June 3, 2026
The authors evaluated the performance of targeted maximum likelihood estimation (TMLE) for estimating the average treatment effect in missing data scenarios under varying levels of positivity violations. Directed acyclic graphs (DAGs) have been used in causal inference. They have also been extended to show missingness mechanisms (m-DAG). Since under causal inference, the average treatment effect (ATE) is a key target parameter, targeted maximum likelihood estimation (TMLE) is often used to estimate the ATE because of its robust properties. The TMLE is also a plug-in-estimator, which means that while it directly targets the parameter of interest, it also allows for incorporation of data-adaptive methods like machine learning methods. Also, positivity is a crucial assumption in causal inference and requires that within each stratum of the confounders, every individual has a nonzero probability of receiving either exposure condition.
The m-DAGs include missingness indicators which encode assumptions about the processes leading to missing data. Recoverability refers to ability to consistently estimate a target parameter, like an ATE, from the available data even in presence of missing data. There are many ways to handle missing data and many assumptions. The non-multiple imputation (MI) strategies they considered were: complete-case analysis, extended TMLE (discards observations with missing values in confounders and exposure variables and then incorporates a model for outcome missingness into the targeting step of the TMLE; Ext), and extended TMLE with missing covariate missing indicator (ext MCMI), where only observations with missing exposure data are excluded and missingness indicators are included for incomplete confounders. Another option, fully conditional specification (FCS) Methods, which are chained equation approaches and implemented in the mice package in R, iteratively imputes missing values by sampling from a series of univariate conditional models. The possible methods are: MI using predictive mean matching (MI PMM), which uses parametric imputation using PMM for the outcome and applies appropriate models for other variables based on their type of outcome, MI with interaction terms (MI Int), MI using classification and regression trees (MI CART), and MI using Random Forest (MI RF). Finally, a last approach is MI using Amelia, which assumes that the hypothetically complete data follow a multivariate normal distribution and uses the Amelia package in R.

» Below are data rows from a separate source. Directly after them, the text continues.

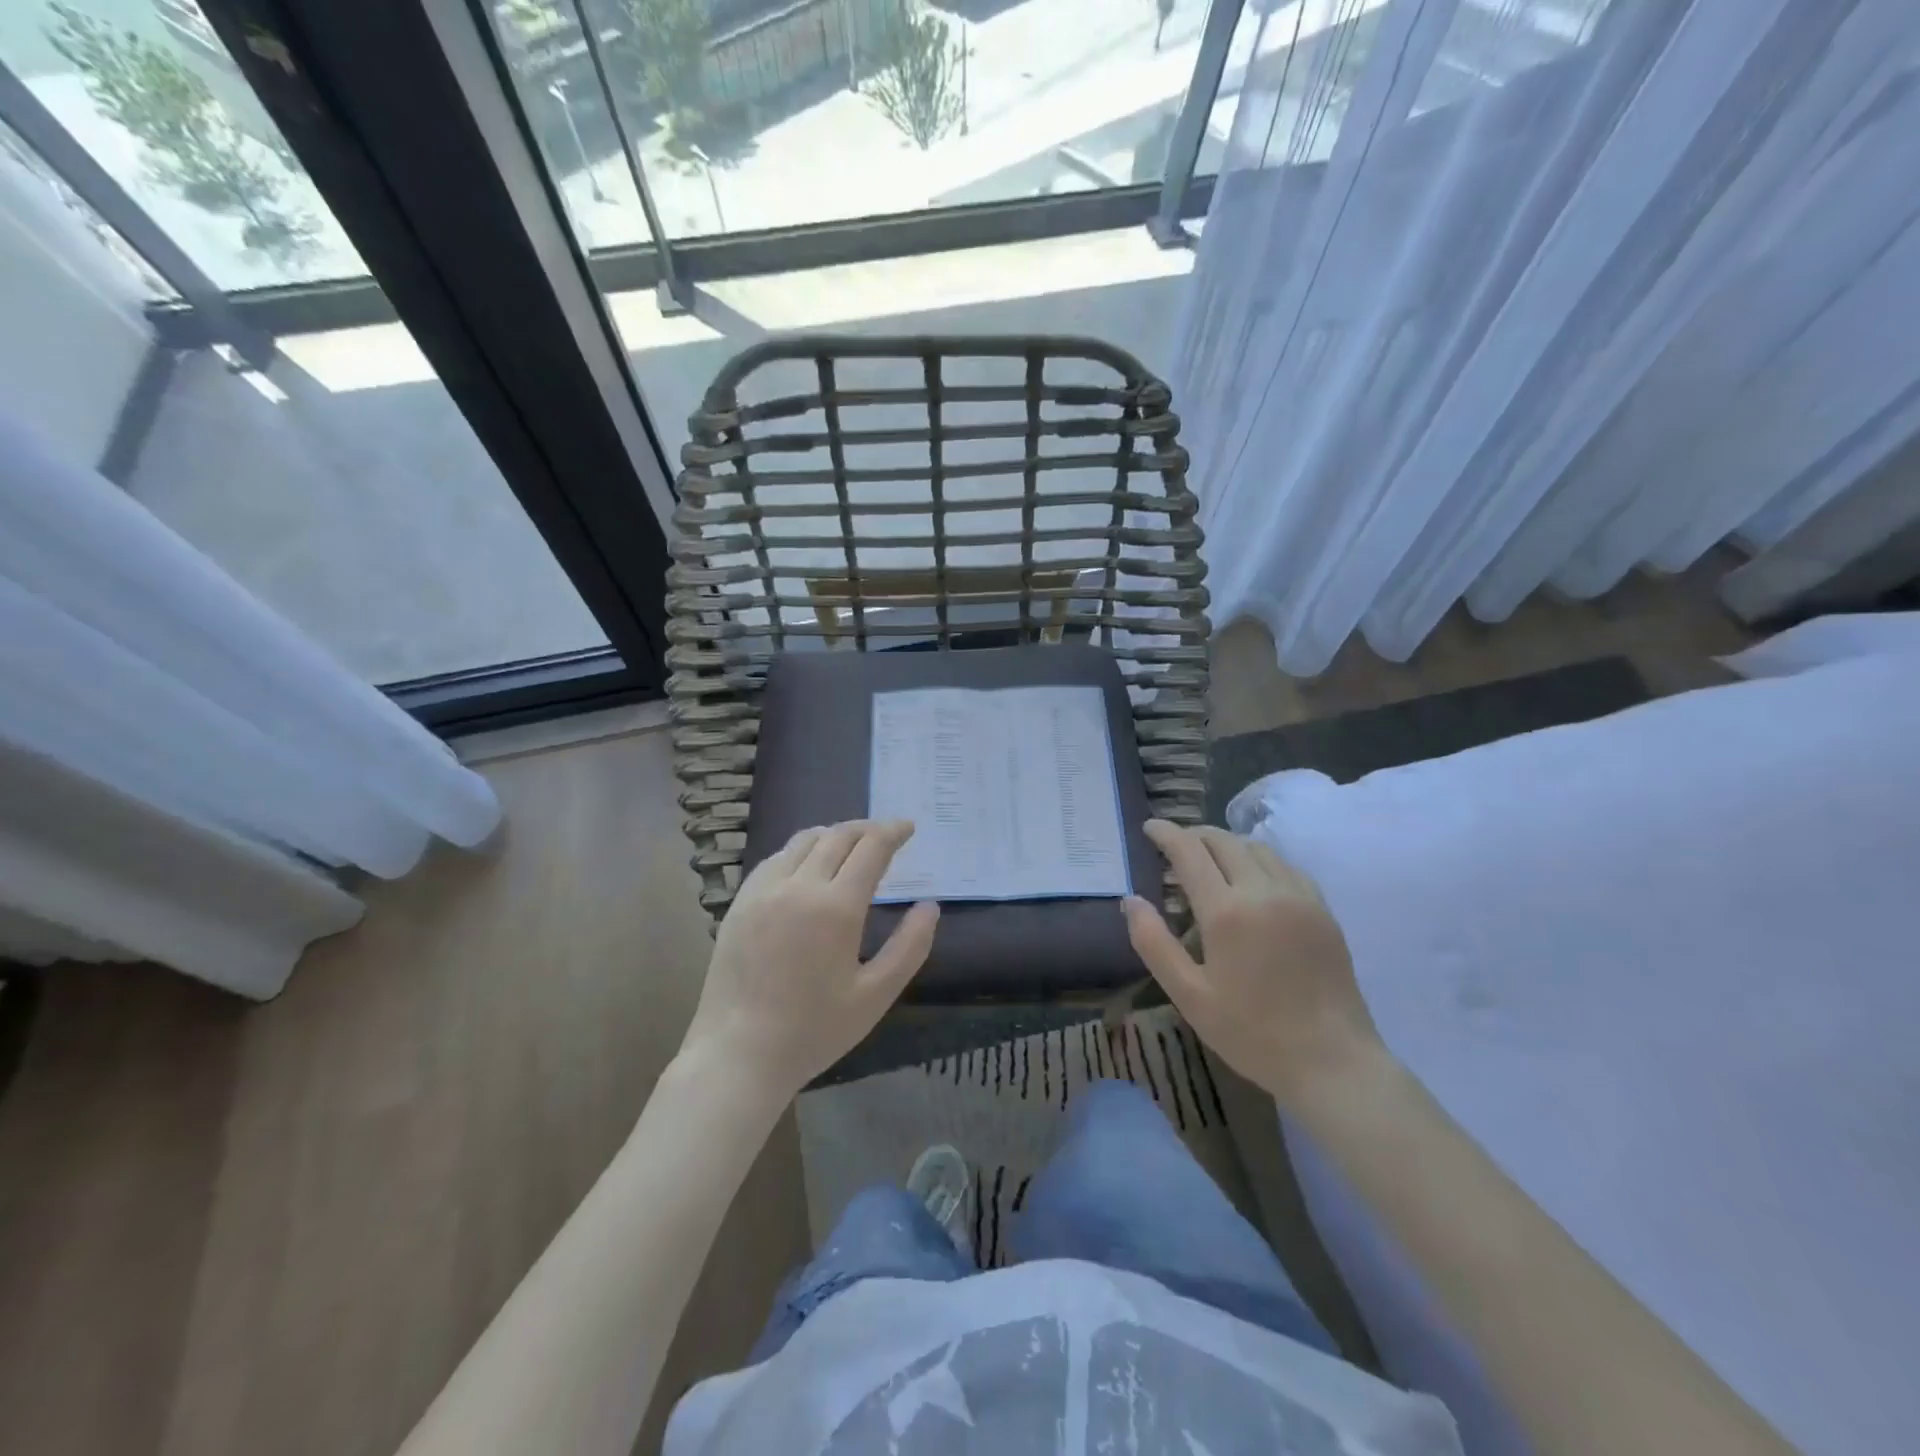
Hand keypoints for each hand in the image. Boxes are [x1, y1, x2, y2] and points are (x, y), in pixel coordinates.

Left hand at [680, 820, 938, 1098]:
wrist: (738, 1055)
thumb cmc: (814, 1031)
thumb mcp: (875, 995)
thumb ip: (909, 947)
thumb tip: (930, 906)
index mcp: (836, 907)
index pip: (871, 848)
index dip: (893, 832)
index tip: (908, 827)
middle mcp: (799, 886)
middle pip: (838, 836)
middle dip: (867, 829)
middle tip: (885, 835)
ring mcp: (764, 891)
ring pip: (804, 840)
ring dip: (833, 834)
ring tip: (850, 844)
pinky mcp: (741, 902)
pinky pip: (776, 858)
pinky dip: (800, 850)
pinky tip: (807, 865)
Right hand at [1123, 820, 1380, 1104]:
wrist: (1333, 1061)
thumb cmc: (1252, 1033)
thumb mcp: (1189, 995)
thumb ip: (1154, 942)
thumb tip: (1130, 900)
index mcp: (1226, 911)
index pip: (1189, 851)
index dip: (1166, 833)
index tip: (1149, 827)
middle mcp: (1263, 891)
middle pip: (1224, 840)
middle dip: (1194, 834)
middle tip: (1174, 844)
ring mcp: (1299, 897)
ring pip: (1257, 847)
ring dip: (1227, 843)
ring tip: (1210, 858)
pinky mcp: (1322, 909)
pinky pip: (1285, 865)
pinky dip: (1259, 858)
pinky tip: (1252, 878)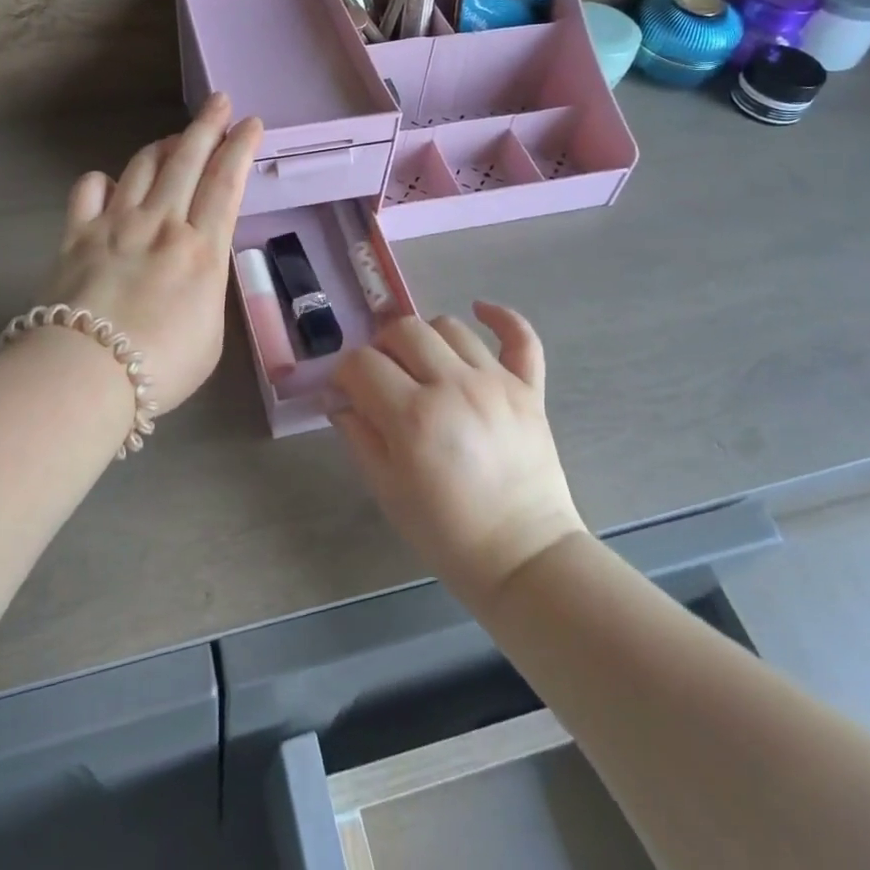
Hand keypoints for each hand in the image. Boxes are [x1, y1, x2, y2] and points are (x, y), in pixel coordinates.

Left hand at [43, 94, 262, 413]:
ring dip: (163, 146)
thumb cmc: (161, 366)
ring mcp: (116, 224)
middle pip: (187, 160)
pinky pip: (89, 189)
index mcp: (202, 248)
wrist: (87, 374)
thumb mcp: (210, 334)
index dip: (240, 148)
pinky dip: (102, 180)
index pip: (226, 182)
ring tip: (174, 140)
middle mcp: (162, 223)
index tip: (250, 123)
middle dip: (207, 125)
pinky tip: (109, 184)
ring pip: (142, 166)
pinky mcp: (76, 234)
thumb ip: (207, 290)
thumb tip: (194, 269)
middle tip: (219, 102)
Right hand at [330, 305, 586, 606]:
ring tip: (423, 365)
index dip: (345, 373)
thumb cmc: (446, 532)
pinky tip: (480, 310)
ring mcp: (496, 382)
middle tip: (383, 377)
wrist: (524, 559)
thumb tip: (340, 397)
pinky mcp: (529, 389)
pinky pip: (520, 336)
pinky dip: (501, 318)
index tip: (346, 391)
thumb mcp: (386, 489)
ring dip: (427, 339)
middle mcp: (453, 386)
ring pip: (449, 326)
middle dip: (381, 347)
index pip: (362, 363)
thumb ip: (358, 434)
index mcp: (413, 416)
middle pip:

They then ran simulations with 5 distinct (data generating processes) DGPs, each with 3 scenarios varying in positivity violation severity. In the 5th DGP, a gamma-distributed confounder was additionally included. They had to setup quantifying positivity violations in the data using propensity score estimation and then using the estimated score as well as one minus that to detect a minimum of either to be below 0.0002. Missingness was generated by imposing missingness indicators which was 1 if the variable was missing or 0 if observed. To validate the results of the model-based simulation study, they applied the under smoothed HAL approach following Li et al. (2022). HAL captured a realistic confounding structure where HAL is a nonparametric regression estimator designed to estimate complex functional parameters with minimal assumptions about the underlying data distribution.
The results of model- based simulations showed that non-MI methods, CC and Ext, exhibited performed fairly similar to each other. The Ext MCMI performed almost worse across all m-DAGs, DGPs, and positivity scenarios compared to CC and Ext. The parametric MI approaches, MI PMM and MI Int, often resulted in greater bias across all m-DAGs and DGPs compared to the non-MI methods CC and Ext. The performance of MI-CART was more dependent upon the underlying DGP than on the specific missingness mechanism. MI Amelia exhibited small bias across m-DAGs A, B, and C in scenario 1 for DGPs 2 and 3.
The results of the design-based simulations showed that non-MI methods, CC and Ext, exhibited extremely low bias across m-DAGs. the third non-MI method, Ext-MCMI, performed similarly to CC and Ext across all m-DAGs. The Ext method was superior to both other non-MI methods across all m-DAGs. The parametric MI approaches, MI-PMM and MI-Int, exhibited slightly greater bias across the m-DAGs where the ATE was recoverable, compared with the non-MI methods (CC and Ext). The nonparametric MI methods (MI RF and MI CART) performed similarly across the missingness scenarios. Both exhibited higher bias in m-DAGs A, B, and C but showed markedly lower bias under m-DAGs D and E. Meanwhile, MI CART was substantially superior to MI RF and yielded approximately unbiased estimates for the ATE in m-DAGs D and E.MI Amelia also showed smaller bias in m-DAGs D and E and larger bias in m-DAGs A, B, and C.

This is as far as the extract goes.